##### Data for review #####
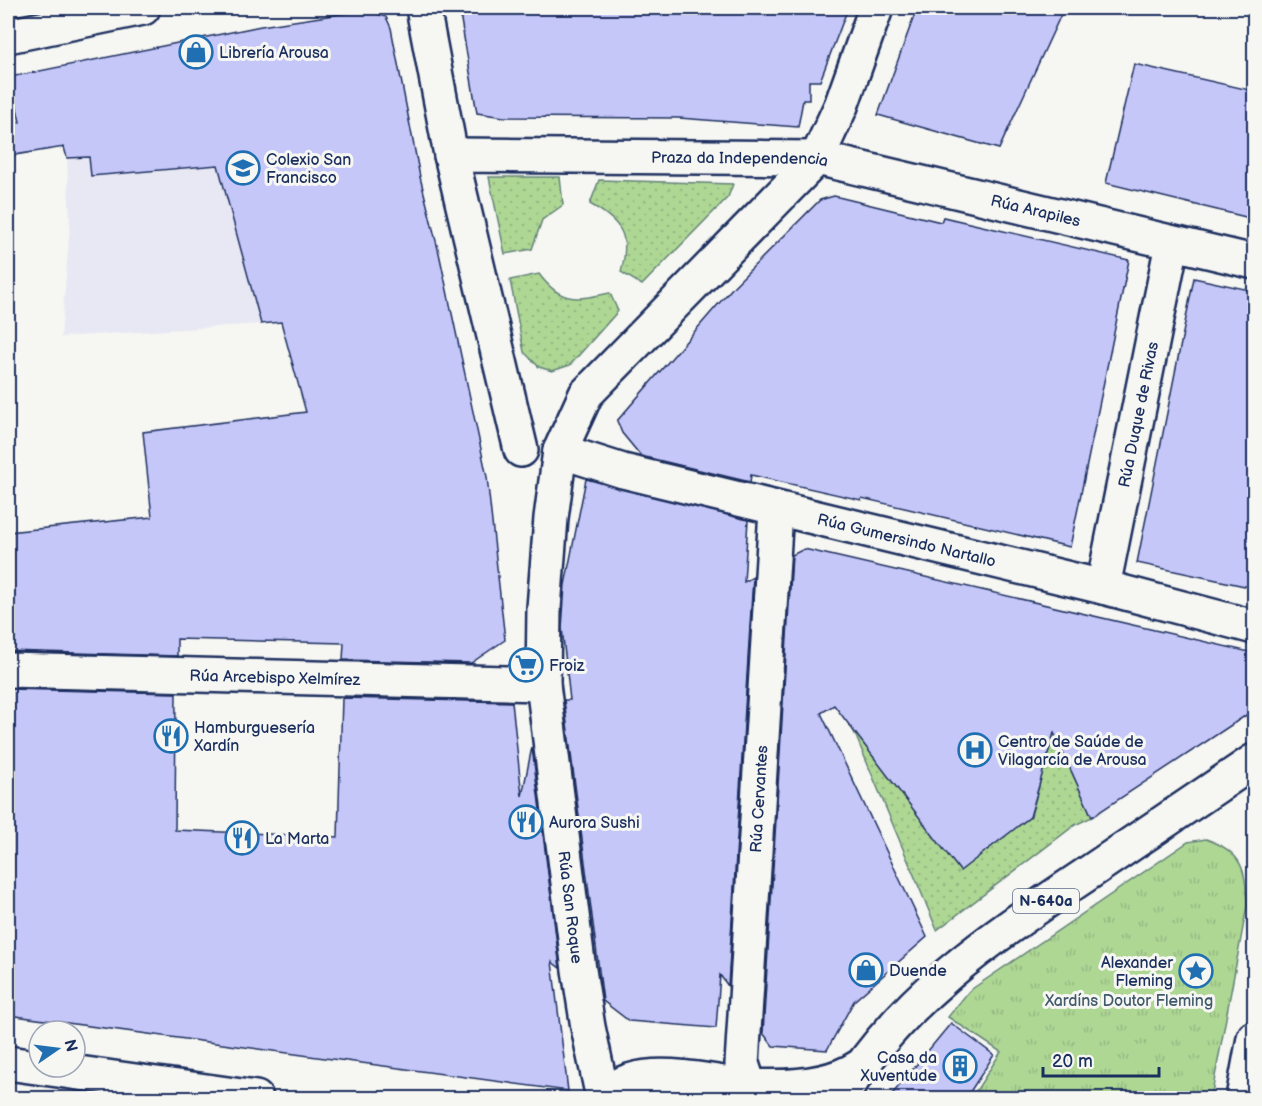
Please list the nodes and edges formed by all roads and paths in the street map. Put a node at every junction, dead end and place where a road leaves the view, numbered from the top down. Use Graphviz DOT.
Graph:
graph roads {
  1 [pos="143,8"];
  2 [pos="423,8"];
  3 [pos="876,8"];
  4 [pos="8,36"];
  5 [pos="451,155"];
  6 [pos="817,158"];
  7 [pos="1172,244"];
  8 [pos="1254,262"];
  9 [pos="521,450"];
  10 [pos="560,451"];
  11 [pos="776,510"];
  12 [pos="1102,586"];
  13 [pos="544,608"];
  14 [pos="1254,627"];
  15 [pos="8,670"];
  16 [pos="543,684"];
  17 [pos="1254,761"];
  18 [pos="1254,1038"];
  19 [pos="8,1063"];
  20 [pos="860,1067"];
  21 [pos="774,1090"];
  22 [pos="256,1098"];
  23 [pos="603,1098"];
  24 [pos="841,1098"];
  25 [pos="1243,1098"];
  1 -- 4 [label="street"];
  2 -- 5 [label="street"];
  3 -- 6 [label="street"];
  5 -- 6 [label="street, Praza da Independencia"];
  5 -- 9 [label="street"];
  6 -- 7 [label="street, Rúa Arapiles"];
  6 -- 10 [label="street, Praza da Independencia"];
  7 -- 8 [label="street, Rúa Arapiles"];
  7 -- 12 [label="street, Rúa Duque de Rivas"];
  10 -- 11 [label="street, Rúa Gumersindo Nartallo"];
  10 -- 13 [label="street, Praza da Independencia"];
  11 -- 12 [label="street, Rúa Gumersindo Nartallo"];
  11 -- 21 [label="street, Rúa Cervantes"];
  12 -- 14 [label="street, Rúa Gumersindo Nartallo"];
  13 -- 16 [label="street, Rúa San Roque"];
  15 -- 16 [label="street, Rúa Arcebispo Xelmírez"];
  16 -- 23 [label="street, Rúa San Roque"];
  17 -- 20 [label="street, N-640a"];
  18 -- 25 [label="street"];
  19 -- 22 [label="street"];
  20 -- 21 [label="street, Rúa San Roque"];
  20 -- 24 [label="street, N-640a"];
  21 -- 23 [label="street, Rúa San Roque"];
}
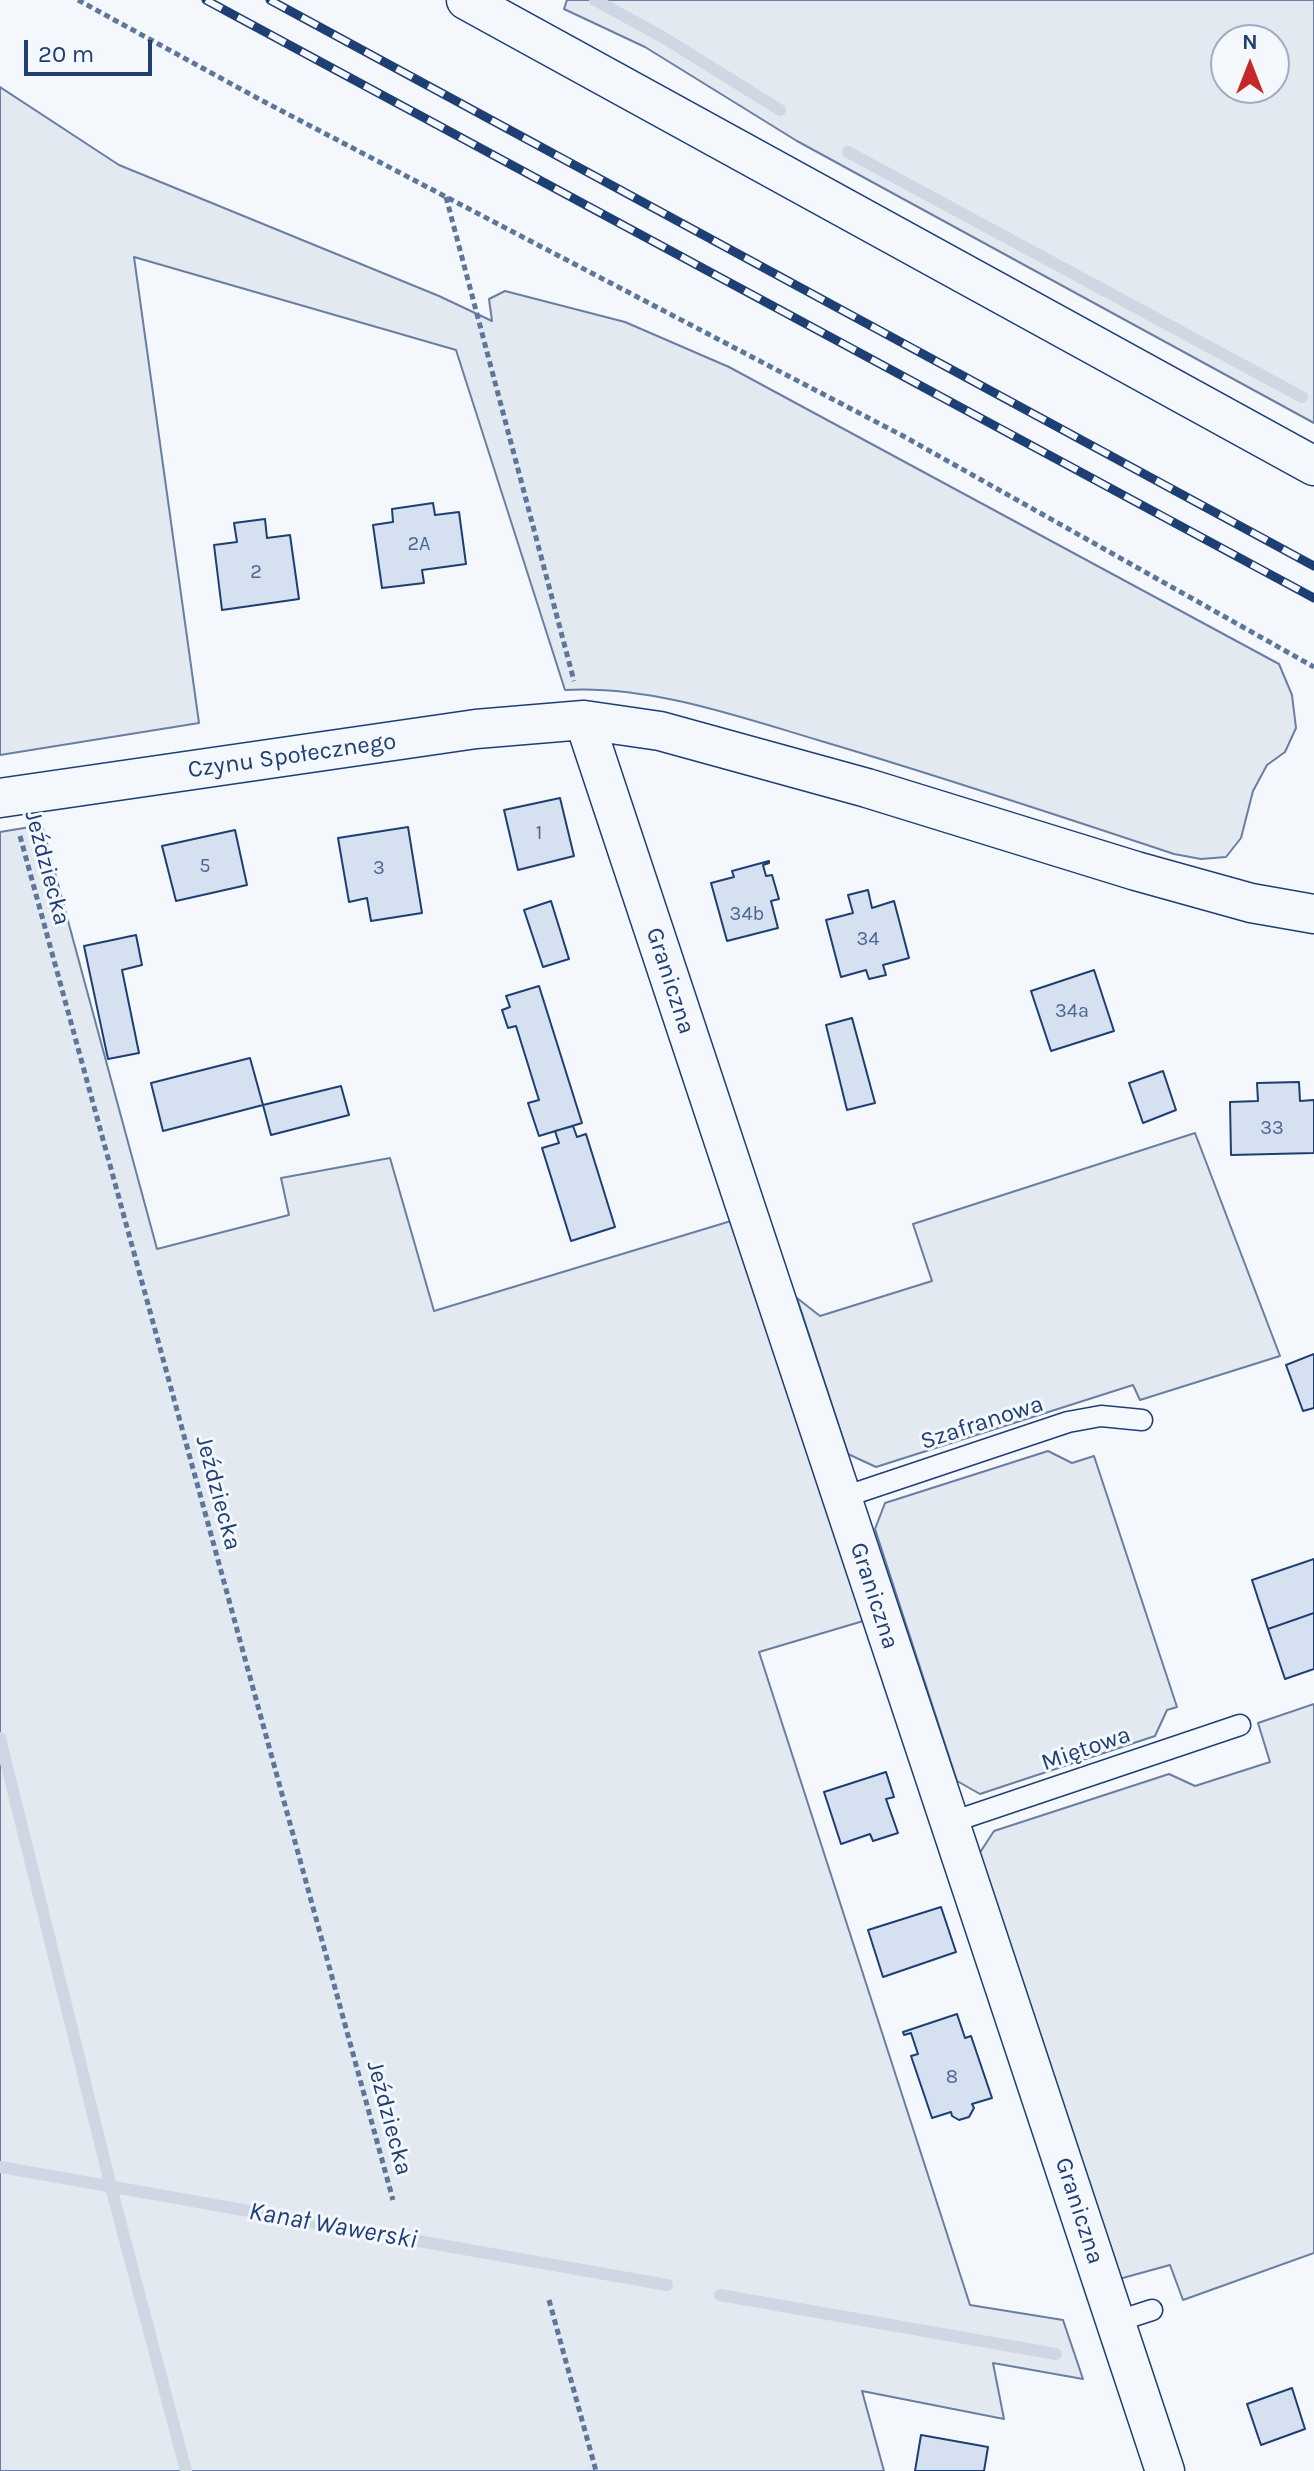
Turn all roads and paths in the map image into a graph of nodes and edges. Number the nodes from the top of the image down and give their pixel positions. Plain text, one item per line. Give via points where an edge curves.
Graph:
1 (78, 0) edge
2 (466, 0) edge
3 (446, 197) junction
4 (1314, 466) edge
5 (1314, 667) edge
6 (584, 720) junction
7 (4, 798) edge
8 (1314, 914) edge
9 (1142, 1420) dead end
10 (841, 1498) junction
11 (1240, 1725) dead end
12 (949, 1823) junction
13 (393, 2200) dead end
14 (549, 2300) dead end
15 (1152, 2310) dead end
16 (1115, 2322) junction
17 (596, 2471) edge
18 (1165, 2471) edge

1 - 3 path
2 - 4 street
3 - 5 path via 905,437
3 - 6 path
6 - 7 street, Czynu Społecznego via 476,729
6 - 8 street, Czynu Społecznego via 660,731 1136,871 1251,903
6 - 10 street, Graniczna
7 - 13 path, Jeździecka
9 - 10 lane, Szafranowa via 1101,1416 1068,1422
10 - 12 street, Graniczna
11 - 12 lane, Miętowa
12 - 16 street, Graniczna
14 - 17 path
15 - 16 lane
16 - 18 street, Graniczna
#####
Work task
With the pictures excluded, restate the material exactly as it stands.

Output of the task
Please list the nodes and edges formed by all roads and paths in the street map. Put a node at every junction, dead end and place where a road leaves the view, numbered from the top down. Use Graphviz DOT.
Graph:
graph roads {
  1 [pos="143,8"];
  2 [pos="423,8"];
  3 [pos="876,8"];
  4 [pos="8,36"];
  5 [pos="451,155"];
  6 [pos="817,158"];
  7 [pos="1172,244"];
  8 [pos="1254,262"];
  9 [pos="521,450"];
  10 [pos="560,451"];
  11 [pos="776,510"];
  12 [pos="1102,586"];
  13 [pos="544,608"];
  14 [pos="1254,627"];
  15 [pos="8,670"];
  16 [pos="543,684"];
  17 [pos="1254,761"];
  18 [pos="1254,1038"];
  19 [pos="8,1063"];
  20 [pos="860,1067"];
  21 [pos="774,1090"];
  22 [pos="256,1098"];
  23 [pos="603,1098"];
  24 [pos="841,1098"];
  25 [pos="1243,1098"];
  1 -- 4 [label="street"];
  2 -- 5 [label="street"];
  3 -- 6 [label="street"];
  5 -- 6 [label="street, Praza da Independencia"];
  5 -- 9 [label="street"];
  6 -- 7 [label="street, Rúa Arapiles"];
  6 -- 10 [label="street, Praza da Independencia"];
  7 -- 8 [label="street, Rúa Arapiles"];
  7 -- 12 [label="street, Rúa Duque de Rivas"];
  10 -- 11 [label="street, Rúa Gumersindo Nartallo"];
  10 -- 13 [label="street, Praza da Independencia"];
  11 -- 12 [label="street, Rúa Gumersindo Nartallo"];
  11 -- 21 [label="street, Rúa Cervantes"];
  12 -- 14 [label="street, Rúa Gumersindo Nartallo"];
  13 -- 16 [label="street, Rúa San Roque"];
  15 -- 16 [label="street, Rúa Arcebispo Xelmírez"];
  16 -- 23 [label="street, Rúa San Roque"];
  17 -- 20 [label="street, N-640a"];
  18 -- 25 [label="street"];
  19 -- 22 [label="street"];
  20 -- 21 [label="street, Rúa San Roque"];
  20 -- 24 [label="street, N-640a"];
  21 -- 23 [label="street, Rúa San Roque"];
}
Turn all roads and paths in the map image into a graph of nodes and edges. Number the nodes from the top of the image down and give their pixel positions. Plain text, one item per line. Give via points where an edge curves.
Graph:
1 (78, 0) edge
2 (466, 0) edge
3 (446, 197) junction
4 (1314, 466) edge
5 (1314, 667) edge
6 (584, 720) junction
7 (4, 798) edge
8 (1314, 914) edge
9 (1142, 1420) dead end
10 (841, 1498) junction
11 (1240, 1725) dead end
12 (949, 1823) junction
13 (393, 2200) dead end
14 (549, 2300) dead end
15 (1152, 2310) dead end
16 (1115, 2322) junction
17 (596, 2471) edge
18 (1165, 2471) edge

1 - 3 path
2 - 4 street
3 - 5 path via 905,437
3 - 6 path
6 - 7 street, Czynu Społecznego via 476,729
6 - 8 street, Czynu Społecznego via 660,731 1136,871 1251,903
6 - 10 street, Graniczna
7 - 13 path, Jeździecka
9 - 10 lane, Szafranowa via 1101,1416 1068,1422
10 - 12 street, Graniczna
11 - 12 lane, Miętowa
12 - 16 street, Graniczna
14 - 17 path
15 - 16 lane
16 - 18 street, Graniczna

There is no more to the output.